* _EXERCISE MATERIAL_:
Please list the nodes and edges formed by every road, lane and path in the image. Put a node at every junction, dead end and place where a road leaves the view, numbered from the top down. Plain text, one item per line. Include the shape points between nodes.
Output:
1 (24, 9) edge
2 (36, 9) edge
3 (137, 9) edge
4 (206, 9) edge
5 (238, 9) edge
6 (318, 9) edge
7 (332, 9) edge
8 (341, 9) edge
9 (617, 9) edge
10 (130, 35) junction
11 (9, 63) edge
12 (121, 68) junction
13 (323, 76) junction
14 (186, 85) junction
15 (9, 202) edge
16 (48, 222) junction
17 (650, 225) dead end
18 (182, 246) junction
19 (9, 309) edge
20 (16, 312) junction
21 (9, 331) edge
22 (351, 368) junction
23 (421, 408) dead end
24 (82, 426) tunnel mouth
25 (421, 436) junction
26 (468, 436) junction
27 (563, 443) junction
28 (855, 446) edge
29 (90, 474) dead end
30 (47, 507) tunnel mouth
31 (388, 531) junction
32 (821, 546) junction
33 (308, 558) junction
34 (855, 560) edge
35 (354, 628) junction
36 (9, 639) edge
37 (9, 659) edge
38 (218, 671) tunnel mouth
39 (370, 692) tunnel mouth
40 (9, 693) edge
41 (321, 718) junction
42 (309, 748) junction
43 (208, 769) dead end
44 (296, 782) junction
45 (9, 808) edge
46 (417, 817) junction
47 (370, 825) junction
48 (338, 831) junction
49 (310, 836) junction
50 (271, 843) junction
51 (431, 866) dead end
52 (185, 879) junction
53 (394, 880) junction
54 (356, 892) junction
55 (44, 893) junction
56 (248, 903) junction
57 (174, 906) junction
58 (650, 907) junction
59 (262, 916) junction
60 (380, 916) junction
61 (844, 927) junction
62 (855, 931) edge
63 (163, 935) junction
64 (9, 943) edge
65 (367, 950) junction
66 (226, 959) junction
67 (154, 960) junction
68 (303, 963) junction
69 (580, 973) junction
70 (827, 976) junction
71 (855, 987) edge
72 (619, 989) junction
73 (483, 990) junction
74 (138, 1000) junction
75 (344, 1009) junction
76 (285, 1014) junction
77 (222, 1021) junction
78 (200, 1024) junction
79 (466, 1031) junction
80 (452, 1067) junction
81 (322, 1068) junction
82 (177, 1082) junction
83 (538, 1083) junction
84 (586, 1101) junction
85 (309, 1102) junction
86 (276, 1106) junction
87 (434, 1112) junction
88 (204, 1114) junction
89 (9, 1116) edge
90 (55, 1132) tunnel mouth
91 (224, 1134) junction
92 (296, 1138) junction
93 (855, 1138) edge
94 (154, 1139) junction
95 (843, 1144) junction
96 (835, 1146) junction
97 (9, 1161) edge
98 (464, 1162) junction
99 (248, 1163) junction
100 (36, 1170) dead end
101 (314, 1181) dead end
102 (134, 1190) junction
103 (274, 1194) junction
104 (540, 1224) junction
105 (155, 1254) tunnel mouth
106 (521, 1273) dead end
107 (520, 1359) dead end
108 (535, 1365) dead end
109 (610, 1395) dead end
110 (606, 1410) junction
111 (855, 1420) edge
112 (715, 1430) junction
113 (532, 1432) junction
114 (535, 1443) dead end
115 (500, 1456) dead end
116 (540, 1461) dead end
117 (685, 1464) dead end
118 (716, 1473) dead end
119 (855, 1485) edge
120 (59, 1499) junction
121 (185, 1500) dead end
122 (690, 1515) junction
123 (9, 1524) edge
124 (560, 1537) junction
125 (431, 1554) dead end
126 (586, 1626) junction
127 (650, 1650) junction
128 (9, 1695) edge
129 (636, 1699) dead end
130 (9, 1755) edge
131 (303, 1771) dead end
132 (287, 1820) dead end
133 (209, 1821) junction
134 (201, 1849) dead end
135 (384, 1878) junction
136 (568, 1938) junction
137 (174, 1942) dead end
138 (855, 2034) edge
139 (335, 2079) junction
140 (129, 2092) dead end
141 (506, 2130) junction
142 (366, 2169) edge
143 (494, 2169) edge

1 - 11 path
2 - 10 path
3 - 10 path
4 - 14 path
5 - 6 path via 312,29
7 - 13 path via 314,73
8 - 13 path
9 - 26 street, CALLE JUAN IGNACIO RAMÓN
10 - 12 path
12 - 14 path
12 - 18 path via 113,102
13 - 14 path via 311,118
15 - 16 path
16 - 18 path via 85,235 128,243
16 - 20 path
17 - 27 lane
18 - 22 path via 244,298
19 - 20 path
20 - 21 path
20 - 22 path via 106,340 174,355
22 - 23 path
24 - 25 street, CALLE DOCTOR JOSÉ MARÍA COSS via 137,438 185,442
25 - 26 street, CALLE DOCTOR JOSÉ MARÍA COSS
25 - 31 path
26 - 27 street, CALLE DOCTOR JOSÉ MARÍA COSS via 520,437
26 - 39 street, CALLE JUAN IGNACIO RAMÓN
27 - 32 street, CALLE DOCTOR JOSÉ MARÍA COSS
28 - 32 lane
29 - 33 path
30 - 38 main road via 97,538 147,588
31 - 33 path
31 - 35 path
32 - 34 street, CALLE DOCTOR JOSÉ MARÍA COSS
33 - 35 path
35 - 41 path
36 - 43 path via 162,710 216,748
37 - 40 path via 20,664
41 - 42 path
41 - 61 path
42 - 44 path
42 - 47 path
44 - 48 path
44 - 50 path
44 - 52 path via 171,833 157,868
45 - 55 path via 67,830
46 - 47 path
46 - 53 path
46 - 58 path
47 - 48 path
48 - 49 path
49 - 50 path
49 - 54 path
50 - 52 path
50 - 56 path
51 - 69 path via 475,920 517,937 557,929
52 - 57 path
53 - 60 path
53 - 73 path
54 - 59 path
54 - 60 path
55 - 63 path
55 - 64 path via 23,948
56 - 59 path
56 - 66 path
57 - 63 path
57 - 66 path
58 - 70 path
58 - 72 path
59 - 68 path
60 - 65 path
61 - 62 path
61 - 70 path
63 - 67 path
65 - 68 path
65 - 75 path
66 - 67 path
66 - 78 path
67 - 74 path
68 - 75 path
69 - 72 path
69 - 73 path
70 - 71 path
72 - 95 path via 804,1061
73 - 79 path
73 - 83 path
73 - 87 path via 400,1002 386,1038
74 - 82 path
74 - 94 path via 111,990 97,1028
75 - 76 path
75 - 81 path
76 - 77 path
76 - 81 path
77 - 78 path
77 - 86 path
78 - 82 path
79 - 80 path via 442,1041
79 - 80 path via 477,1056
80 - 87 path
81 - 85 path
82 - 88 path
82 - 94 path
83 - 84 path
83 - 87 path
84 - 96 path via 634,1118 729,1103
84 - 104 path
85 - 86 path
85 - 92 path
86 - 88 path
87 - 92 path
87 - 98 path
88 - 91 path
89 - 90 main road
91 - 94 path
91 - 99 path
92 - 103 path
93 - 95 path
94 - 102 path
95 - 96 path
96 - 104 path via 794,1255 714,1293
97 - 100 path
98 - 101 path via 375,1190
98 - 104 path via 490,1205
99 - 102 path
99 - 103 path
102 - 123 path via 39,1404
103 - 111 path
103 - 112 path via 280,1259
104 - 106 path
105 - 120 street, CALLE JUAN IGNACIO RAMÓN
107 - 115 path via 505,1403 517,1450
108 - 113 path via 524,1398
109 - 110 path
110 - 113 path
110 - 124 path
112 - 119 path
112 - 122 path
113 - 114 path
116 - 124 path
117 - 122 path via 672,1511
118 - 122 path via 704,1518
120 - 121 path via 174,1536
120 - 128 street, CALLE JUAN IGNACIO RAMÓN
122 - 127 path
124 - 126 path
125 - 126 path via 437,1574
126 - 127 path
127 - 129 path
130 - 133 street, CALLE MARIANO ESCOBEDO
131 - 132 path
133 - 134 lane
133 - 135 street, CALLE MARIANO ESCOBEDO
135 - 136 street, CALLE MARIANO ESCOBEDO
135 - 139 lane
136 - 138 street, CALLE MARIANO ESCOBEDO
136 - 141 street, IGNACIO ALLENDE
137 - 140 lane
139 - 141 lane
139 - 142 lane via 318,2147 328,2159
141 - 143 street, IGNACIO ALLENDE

* _TASK DIRECTIONS_:
Using the records above, find and show each line with the string "RAMÓN".

* _COMPLETED TASK_:
9 - 26 street, CALLE JUAN IGNACIO RAMÓN
26 - 39 street, CALLE JUAN IGNACIO RAMÓN
105 - 120 street, CALLE JUAN IGNACIO RAMÓN
120 - 128 street, CALLE JUAN IGNACIO RAMÓN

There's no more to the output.